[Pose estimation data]
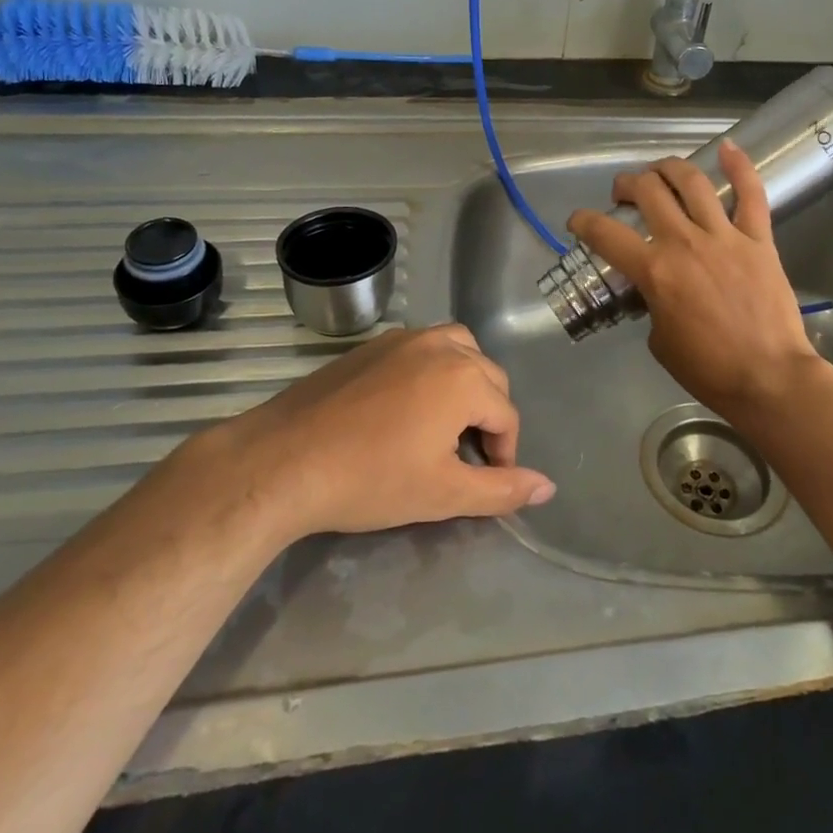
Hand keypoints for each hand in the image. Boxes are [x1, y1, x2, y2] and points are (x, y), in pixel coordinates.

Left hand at [218, 325, 553, 540]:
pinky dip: (433, 368)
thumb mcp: (443, 493)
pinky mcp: (374, 344)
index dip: (504, 453)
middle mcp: (442, 345)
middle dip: (488, 416)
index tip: (483, 481)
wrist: (284, 460)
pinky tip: (407, 405)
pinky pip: (422, 346)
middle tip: (464, 457)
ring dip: (465, 382)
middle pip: (488, 378)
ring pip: (458, 350)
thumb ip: (501, 489)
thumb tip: (548, 487)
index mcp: (465, 378)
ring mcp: (405, 338)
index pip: (507, 415)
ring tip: (446, 422)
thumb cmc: (370, 479)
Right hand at [567, 140, 823, 419]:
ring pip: (691, 182)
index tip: (577, 221)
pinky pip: (751, 193)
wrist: (769, 379)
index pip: (605, 234)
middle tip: (623, 192)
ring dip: (668, 168)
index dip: (583, 222)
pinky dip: (740, 166)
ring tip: (659, 170)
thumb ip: (652, 305)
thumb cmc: (709, 370)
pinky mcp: (758, 238)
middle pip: (647, 192)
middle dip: (626, 184)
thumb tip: (657, 291)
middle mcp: (684, 242)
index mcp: (655, 271)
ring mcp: (724, 236)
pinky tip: (727, 148)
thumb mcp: (660, 341)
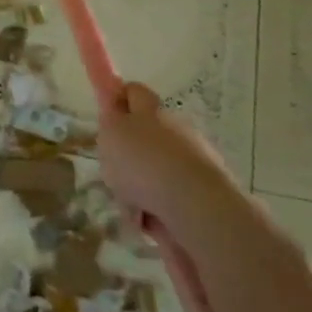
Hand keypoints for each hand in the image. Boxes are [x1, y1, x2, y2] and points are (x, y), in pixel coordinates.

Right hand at [97, 81, 232, 242]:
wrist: (197, 205)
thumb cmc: (144, 163)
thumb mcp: (111, 134)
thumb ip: (109, 121)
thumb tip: (115, 116)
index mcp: (151, 111)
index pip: (133, 91)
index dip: (118, 99)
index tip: (106, 117)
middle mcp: (176, 128)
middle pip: (146, 134)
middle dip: (129, 152)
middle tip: (114, 170)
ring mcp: (194, 159)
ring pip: (158, 168)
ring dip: (143, 184)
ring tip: (131, 205)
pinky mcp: (206, 190)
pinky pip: (171, 195)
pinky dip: (159, 207)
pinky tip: (150, 220)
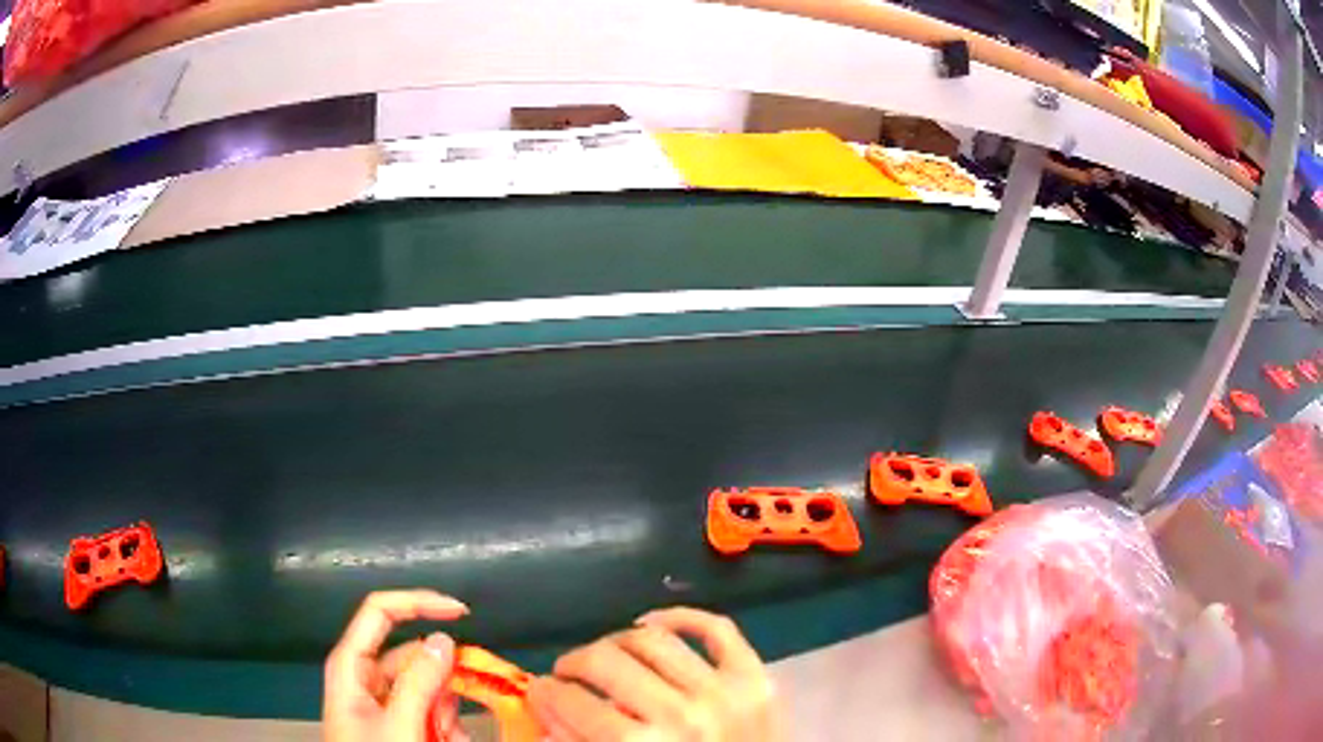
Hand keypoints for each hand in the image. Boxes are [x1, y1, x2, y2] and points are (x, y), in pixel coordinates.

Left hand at [324, 590, 471, 741]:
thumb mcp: (398, 726)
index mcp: (352, 666)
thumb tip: (444, 639)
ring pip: (430, 688)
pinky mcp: (400, 722)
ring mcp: (385, 702)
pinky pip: (432, 711)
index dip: (417, 602)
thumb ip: (419, 683)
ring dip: (446, 714)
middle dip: (441, 686)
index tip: (461, 612)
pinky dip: (446, 727)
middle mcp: (367, 678)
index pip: (380, 612)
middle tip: (445, 721)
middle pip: (414, 657)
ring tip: (441, 740)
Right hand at [529, 607, 783, 740]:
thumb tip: (544, 709)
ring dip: (617, 640)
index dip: (545, 692)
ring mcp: (723, 692)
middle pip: (605, 660)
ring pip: (652, 639)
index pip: (572, 701)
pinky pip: (717, 629)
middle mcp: (680, 714)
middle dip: (573, 662)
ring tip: (605, 654)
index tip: (538, 688)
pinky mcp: (755, 678)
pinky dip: (683, 616)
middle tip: (566, 672)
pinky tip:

**What is expected**
What is needed is an exact copy of all the records, minus any pictures.

**Expected output**
Hand keypoints for each hand in the image. Boxes are [x1, y1, x2, y2] and points are (x, y), in pixel coordinates.

Left hand at [218, 325, 553, 540]:
pinky dip: (433, 368)
thumb mcp: (443, 493)
pinky mcp: (374, 344)
index dip: (504, 453)
middle mcp: (442, 345)
middle dip: (488, 416)
index tip: (483, 481)
wrist: (284, 460)
pinky tip: (407, 405)
pinky pip: (422, 346)
middle tip: (464, 457)
ring dip: (465, 382)
middle pip: (488, 378)
ring pip: (458, 350)
thumb ip: (501, 489)
thumb tip: (548, 487)
index mcp: (465, 378)
ring mcp: (405, 338)
index pip: (507, 415)
ring tip: (446, 422)
thumb cmc: (370, 479)
Right hand at [567, 140, 823, 419]:
ring pip: (691, 182)
index tip: (577, 221)
pinky pip: (751, 193)
wrist: (769, 379)
index pip: (605, 234)
middle tip: (623, 192)
ring dip: (668, 168)
index dip: (583, 222)
pinky dip: (740, 166)
ring tip: (659, 170)
thumb ip: (652, 305)
thumb cmc: (709, 370)
pinky mcp: (758, 238)
middle pip: (647, 192)
middle dip: (626, 184)
thumb tip: (657, 291)
middle mcp: (684, 242)
index mcp: (655, 271)
ring mcp: (724, 236)
pinky tip: (727, 148)
thumb mcp: (660, 341)
Hand keypoints for each hand in the image. Boxes are [x1, y1, x2, y2] and points are (x, y), in pixel coordinates.

Right hand at [97, 81, 232, 242]:
wrist: (197, 205)
thumb cmc: (144, 163)
thumb mcp: (111, 134)
thumb ip: (109, 121)
thumb tip: (115, 116)
index mcp: (151, 111)
index pip: (133, 91)
index dip: (118, 99)
index tip: (106, 117)
middle mcp: (176, 128)
middle pip: (146, 134)
middle dip: (129, 152)
middle tip: (114, 170)
ring mcp: (194, 159)
ring pip: (158, 168)
ring dip: (143, 184)
ring tip: (131, 205)
pinky mcp: (206, 190)
pinky pip: (171, 195)
pinky dip: (159, 207)
pinky tip: (150, 220)
Hand keypoints for each hand in the image. Boxes are [x1, y1, x2, y2] and points are (x, y), in pixel coordinates.

Left hand at [324, 590, 471, 741]:
thumb mcp: (398, 726)
index mcp: (352, 666)
thumb tip: (444, 639)
ring pip: (430, 688)
pinky mcp: (400, 722)
ring mcp: (385, 702)
pinky pip: (432, 711)
index dip: (417, 602)
thumb ip: (419, 683)
ring dip: (446, 714)
middle dip: (441, 686)
index tip: (461, 612)
pinky dip: (446, 727)
middle mcp: (367, 678)
index pip: (380, 612)
middle tip: (445, 721)
middle pip: (414, 657)
ring tip: (441, 740)
Right hand at [529, 607, 783, 740]:
thumb tip: (544, 709)
ring dip: (617, 640)
index dip: (545, 692)
ring mcp: (723, 692)
middle pip: (605, 660)
ring pip: (652, 639)
index pip: (572, 701)
pinky pip: (717, 629)
middle mcp: (680, 714)
middle dip: (573, 662)
ring tip: (605, 654)
index tip: (538, 688)
pinky mcp: (755, 678)
pinky dip: (683, 616)
middle tip: (566, 672)
pinky tip:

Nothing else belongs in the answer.